** THE DATA **

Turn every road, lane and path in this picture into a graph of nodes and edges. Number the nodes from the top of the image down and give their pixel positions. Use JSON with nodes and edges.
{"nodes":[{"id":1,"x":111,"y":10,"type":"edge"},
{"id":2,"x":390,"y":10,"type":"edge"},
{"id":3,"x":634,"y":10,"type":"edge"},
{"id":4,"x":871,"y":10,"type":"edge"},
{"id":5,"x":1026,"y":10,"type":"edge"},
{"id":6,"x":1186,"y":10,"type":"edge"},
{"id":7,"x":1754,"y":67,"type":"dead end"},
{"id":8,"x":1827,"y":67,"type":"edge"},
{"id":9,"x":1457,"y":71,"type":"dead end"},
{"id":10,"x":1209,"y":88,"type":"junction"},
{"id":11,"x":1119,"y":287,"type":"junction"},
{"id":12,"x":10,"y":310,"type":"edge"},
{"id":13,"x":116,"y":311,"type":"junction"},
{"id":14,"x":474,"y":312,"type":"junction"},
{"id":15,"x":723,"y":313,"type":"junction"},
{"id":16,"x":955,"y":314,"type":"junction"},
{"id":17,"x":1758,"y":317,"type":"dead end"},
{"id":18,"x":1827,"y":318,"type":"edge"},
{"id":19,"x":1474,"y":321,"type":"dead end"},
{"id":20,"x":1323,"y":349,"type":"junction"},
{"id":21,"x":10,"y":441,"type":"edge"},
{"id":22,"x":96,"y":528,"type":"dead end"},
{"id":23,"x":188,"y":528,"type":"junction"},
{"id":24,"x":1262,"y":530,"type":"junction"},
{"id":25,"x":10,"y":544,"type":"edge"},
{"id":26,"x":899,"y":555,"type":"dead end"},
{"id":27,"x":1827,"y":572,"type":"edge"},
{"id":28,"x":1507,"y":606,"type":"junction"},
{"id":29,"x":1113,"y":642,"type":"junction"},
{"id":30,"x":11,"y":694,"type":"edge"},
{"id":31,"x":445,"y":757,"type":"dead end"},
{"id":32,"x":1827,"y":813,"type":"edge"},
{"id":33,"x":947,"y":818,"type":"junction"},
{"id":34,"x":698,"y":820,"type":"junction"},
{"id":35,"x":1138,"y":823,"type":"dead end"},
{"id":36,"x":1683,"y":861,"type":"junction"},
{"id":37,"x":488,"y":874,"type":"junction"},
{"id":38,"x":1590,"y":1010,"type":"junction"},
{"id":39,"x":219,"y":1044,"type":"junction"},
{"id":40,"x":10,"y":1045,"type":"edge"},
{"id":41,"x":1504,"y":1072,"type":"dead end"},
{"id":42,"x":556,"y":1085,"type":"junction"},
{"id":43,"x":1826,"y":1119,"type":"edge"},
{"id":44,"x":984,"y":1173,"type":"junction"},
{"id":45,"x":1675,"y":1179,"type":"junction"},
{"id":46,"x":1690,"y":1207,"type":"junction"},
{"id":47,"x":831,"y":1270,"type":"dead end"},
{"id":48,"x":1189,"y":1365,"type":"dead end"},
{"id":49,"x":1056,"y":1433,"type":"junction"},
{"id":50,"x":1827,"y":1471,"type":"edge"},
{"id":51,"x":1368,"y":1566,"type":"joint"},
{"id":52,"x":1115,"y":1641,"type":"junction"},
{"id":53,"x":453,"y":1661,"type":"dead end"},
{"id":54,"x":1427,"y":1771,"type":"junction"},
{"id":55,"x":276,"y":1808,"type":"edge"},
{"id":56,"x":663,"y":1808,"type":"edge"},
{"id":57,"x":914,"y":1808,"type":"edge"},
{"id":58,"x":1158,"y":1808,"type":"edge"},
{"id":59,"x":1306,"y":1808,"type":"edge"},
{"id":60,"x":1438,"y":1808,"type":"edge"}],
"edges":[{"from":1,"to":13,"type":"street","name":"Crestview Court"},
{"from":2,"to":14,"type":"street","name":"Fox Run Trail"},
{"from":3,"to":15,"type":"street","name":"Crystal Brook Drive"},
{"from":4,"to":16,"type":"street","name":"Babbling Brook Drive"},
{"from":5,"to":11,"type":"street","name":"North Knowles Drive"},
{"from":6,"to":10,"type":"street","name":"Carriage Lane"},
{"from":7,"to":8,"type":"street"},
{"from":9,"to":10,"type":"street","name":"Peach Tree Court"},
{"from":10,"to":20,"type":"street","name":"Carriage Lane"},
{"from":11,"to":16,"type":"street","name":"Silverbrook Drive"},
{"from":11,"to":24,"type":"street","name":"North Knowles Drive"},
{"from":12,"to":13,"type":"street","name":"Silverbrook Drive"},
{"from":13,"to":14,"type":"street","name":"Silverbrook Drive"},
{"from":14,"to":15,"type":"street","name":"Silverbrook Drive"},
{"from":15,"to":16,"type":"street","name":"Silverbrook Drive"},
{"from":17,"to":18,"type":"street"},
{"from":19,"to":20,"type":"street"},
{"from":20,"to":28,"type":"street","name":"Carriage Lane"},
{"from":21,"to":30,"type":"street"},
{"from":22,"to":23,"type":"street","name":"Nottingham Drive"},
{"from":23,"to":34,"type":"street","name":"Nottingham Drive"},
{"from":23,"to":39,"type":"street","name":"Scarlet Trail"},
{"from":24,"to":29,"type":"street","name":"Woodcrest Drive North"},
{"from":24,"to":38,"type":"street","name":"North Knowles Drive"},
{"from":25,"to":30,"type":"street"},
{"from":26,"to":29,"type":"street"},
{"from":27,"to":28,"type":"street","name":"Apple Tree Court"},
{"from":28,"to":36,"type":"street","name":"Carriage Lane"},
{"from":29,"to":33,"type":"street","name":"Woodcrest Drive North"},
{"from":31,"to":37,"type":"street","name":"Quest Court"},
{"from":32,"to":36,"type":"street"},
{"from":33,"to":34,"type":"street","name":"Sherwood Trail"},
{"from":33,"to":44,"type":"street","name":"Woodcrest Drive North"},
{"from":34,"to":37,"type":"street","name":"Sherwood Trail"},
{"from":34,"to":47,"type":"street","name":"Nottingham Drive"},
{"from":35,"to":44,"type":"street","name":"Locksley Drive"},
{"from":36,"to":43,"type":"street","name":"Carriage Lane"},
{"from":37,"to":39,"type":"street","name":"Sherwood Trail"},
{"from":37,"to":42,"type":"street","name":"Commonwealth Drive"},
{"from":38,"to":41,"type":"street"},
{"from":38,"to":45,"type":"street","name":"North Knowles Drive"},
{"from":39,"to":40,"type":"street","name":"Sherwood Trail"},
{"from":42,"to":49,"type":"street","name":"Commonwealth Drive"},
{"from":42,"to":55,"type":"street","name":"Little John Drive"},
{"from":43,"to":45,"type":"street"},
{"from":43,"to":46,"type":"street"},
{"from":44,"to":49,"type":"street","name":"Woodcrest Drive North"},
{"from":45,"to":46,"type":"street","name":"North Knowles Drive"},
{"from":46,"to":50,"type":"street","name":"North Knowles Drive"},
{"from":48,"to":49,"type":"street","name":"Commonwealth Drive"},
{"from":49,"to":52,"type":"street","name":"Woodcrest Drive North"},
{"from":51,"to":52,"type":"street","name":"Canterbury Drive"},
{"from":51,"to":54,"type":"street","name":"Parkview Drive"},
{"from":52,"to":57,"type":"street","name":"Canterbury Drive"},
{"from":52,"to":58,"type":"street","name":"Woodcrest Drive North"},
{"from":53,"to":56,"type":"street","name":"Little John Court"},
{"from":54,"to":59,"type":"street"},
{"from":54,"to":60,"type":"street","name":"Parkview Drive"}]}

** WHAT YOU HAVE TO DO **
Exact copies of all the lines above are required.

** TASK ANSWER **
Turn every road, lane and path in this picture into a graph of nodes and edges. Number the nodes from the top of the image down and give their pixel positions. Use JSON with nodes and edges.
{"nodes":[{"id":1,"x":111,"y":10,"type":"edge"},
{"id":2,"x":390,"y":10,"type":"edge"},
{"id":3,"x":634,"y":10,"type":"edge"},
{"id":4,"x":871,"y":10,"type":"edge"},
{"id":5,"x":1026,"y":10,"type":"edge"},
{"id":6,"x":1186,"y":10,"type":"edge"},
{"id":7,"x":1754,"y":67,"type":"dead end"},
{"id":8,"x":1827,"y":67,"type":"edge"},
{"id":9,"x":1457,"y":71,"type":"dead end"},
{"id":10,"x":1209,"y":88,"type":"junction"},
{"id":11,"x":1119,"y":287,"type":"junction"},
{"id":12,"x":10,"y":310,"type":"edge"},
{"id":13,"x":116,"y":311,"type":"junction"},
{"id":14,"x":474,"y":312,"type":"junction"},
{"id":15,"x":723,"y":313,"type":"junction"},
{"id":16,"x":955,"y":314,"type":"junction"},
{"id":17,"x":1758,"y":317,"type":"dead end"},
{"id":18,"x":1827,"y":318,"type":"edge"},
{"id":19,"x":1474,"y":321,"type":"dead end"},
{"id":20,"x":1323,"y":349,"type":"junction"},
{"id":21,"x":10,"y":441,"type":"edge"},
{"id":22,"x":96,"y":528,"type":"dead end"},
{"id":23,"x":188,"y":528,"type":"junction"},
{"id":24,"x":1262,"y":530,"type":"junction"},
{"id":25,"x":10,"y":544,"type":"edge"},
{"id":26,"x":899,"y":555,"type":"dead end"},
{"id":27,"x":1827,"y":572,"type":"edge"},
{"id":28,"x":1507,"y":606,"type":"junction"},
{"id":29,"x":1113,"y":642,"type":"junction"},
{"id":30,"x":11,"y":694,"type":"edge"},
{"id":31,"x":445,"y":757,"type":"dead end"},
{"id":32,"x":1827,"y":813,"type":"edge"},
{"id":33,"x":947,"y":818,"type":"junction"},
{"id":34,"x":698,"y":820,"type":"junction"},
{"id":35,"x":1138,"y":823,"type":"dead end"},
{"id":36,"x":1683,"y":861,"type":"junction"},
{"id":37,"x":488,"y":874,"type":"junction"},
{"id":38,"x":1590,"y":1010,"type":"junction"},
{"id":39,"x":219,"y":1044,"type":"junction"},
{"id":40,"x":10,"y":1045,"type":"edge"},
{"id":41,"x":1504,"y":1072,"type":"dead end"},
{"id":42,"x":556,"y":1085,"type":"junction"},
{"id":43,"x":1826,"y":1119,"type":"edge"},
{"id":44,"x":984,"y":1173,"type":"junction"},
{"id":45,"x":1675,"y":1179,"type":"junction"},
{"id":46,"x":1690,"y":1207,"type":"junction"},
{"id":47,"x":831,"y":1270,"type":"dead end"},
{"id":48,"x":1189,"y":1365,"type":"dead end"},
{"id":49,"x":1056,"y":1433,"type":"junction"},
{"id":50,"x":1827,"y":1471,"type":"edge"},
{"id":51,"x":1368,"y":1566,"type":"joint"},
{"id":52,"x":1115,"y":1641,"type":"junction"},
{"id":53,"x":453,"y":1661,"type":"dead end"},
{"id":54,"x":1427,"y":1771,"type":"junction"},
{"id":55,"x":276,"y":1808,"type":"edge"},
{"id":56,"x":663,"y":1808,"type":"edge"},
{"id":57,"x":914,"y":1808,"type":"edge"},
{"id":58,"x":1158,"y":1808,"type":"edge"},
{"id":59,"x":1306,"y":1808,"type":"edge"},
{"id":60,"x":1438,"y":1808,"type":"edge"}],
"edges":[{"from":1,"to":13,"type":"street","name":"Crestview Court"},
{"from":2,"to":14,"type":"street","name":"Fox Run Trail"},
{"from":3,"to":15,"type":"street","name":"Crystal Brook Drive"},
{"from":4,"to":16,"type":"street","name":"Babbling Brook Drive"},
{"from":5,"to":11,"type":"street","name":"North Knowles Drive"},
{"from":6,"to":10,"type":"street","name":"Carriage Lane"},
{"from":7,"to":8,"type":"street"},
{"from":9,"to":10,"type":"street","name":"Peach Tree Court"},
{"from":10,"to":20,"type":"street","name":"Carriage Lane"},
{"from":11,"to":16,"type":"street","name":"Silverbrook Drive"},
{"from":11,"to":24,"type":"street","name":"North Knowles Drive"},
{"from":12,"to":13,"type":"street","name":"Silverbrook Drive"},
{"from":13,"to":14,"type":"street","name":"Silverbrook Drive"},
{"from":14,"to":15,"type":"street","name":"Silverbrook Drive"},
{"from":15,"to":16,"type":"street","name":"Silverbrook Drive"},
{"from":17,"to":18,"type":"street"},
{"from":19,"to":20,"type":"street"},
{"from":20,"to":28,"type":"street","name":"Carriage Lane"},
{"from":21,"to":30,"type":"street"},
{"from":22,"to":23,"type":"street","name":"Nottingham Drive"},
{"from":23,"to":34,"type":"street","name":"Nottingham Drive"},
{"from":23,"to":39,"type":"street","name":"Scarlet Trail"},
{"from":24,"to":29,"type":"street","name":"Woodcrest Drive North"},
{"from":24,"to":38,"type":"street","name":"North Knowles Drive"},
{"from":25,"to":30,"type":"street"},
{"from":26,"to":29,"type":"street"},
{"from":27,"to":28,"type":"street","name":"Apple Tree Court"},
{"from":28,"to":36,"type":"street","name":"Carriage Lane"},
{"from":29,"to":33,"type":"street","name":"Woodcrest Drive North"},
{"from":31,"to":37,"type":"street","name":"Quest Court"},
{"from":32,"to":36,"type":"street"},
{"from":33,"to":34,"type":"street","name":"Sherwood Trail"},
{"from":33,"to":44,"type":"street","name":"Woodcrest Drive North"},
{"from":34,"to":37,"type":"street","name":"Sherwood Trail"},
{"from":34,"to":47,"type":"street","name":"Nottingham Drive"},
{"from":35,"to":44,"type":"street","name":"Locksley Drive"},
{"from":36,"to":43,"type":"street","name":"Carriage Lane"},
{"from":37,"to":39,"type":"street","name":"Sherwood Trail"},
{"from":37,"to":42,"type":"street","name":"Commonwealth Drive"},
{"from":38,"to":41,"type":"street"},
{"from":38,"to":45,"type":"street","name":"North Knowles Drive"},
{"from":39,"to":40,"type":"street","name":"Sherwood Trail"},
{"from":42,"to":49,"type":"street","name":"Commonwealth Drive"},
{"from":42,"to":55,"type":"street","name":"Little John Drive"},
{"from":43,"to":45,"type":"street"},
{"from":43,"to":46,"type":"street"},
{"from":44,"to":49,"type":"street","name":"Woodcrest Drive North"},
{"from":45,"to":46,"type":"street","name":"North Knowles Drive"},
{"from":46,"to":50,"type":"street","name":"North Knowles Drive"},
{"from":48,"to":49,"type":"street","name":"Commonwealth Drive"},
{"from":49,"to":52,"type":"street","name":"Woodcrest Drive North"},
{"from":51,"to":52,"type":"street","name":"Canterbury Drive"},
{"from":51,"to":54,"type":"street","name":"Parkview Drive"},
{"from":52,"to":57,"type":"street","name":"Canterbury Drive"},
{"from":52,"to":58,"type":"street","name":"Woodcrest Drive North"},
{"from":53,"to":56,"type":"street","name":"Little John Court"},
{"from":54,"to":59,"type":"street"},
{"from":54,"to":60,"type":"street","name":"Parkview Drive"}]}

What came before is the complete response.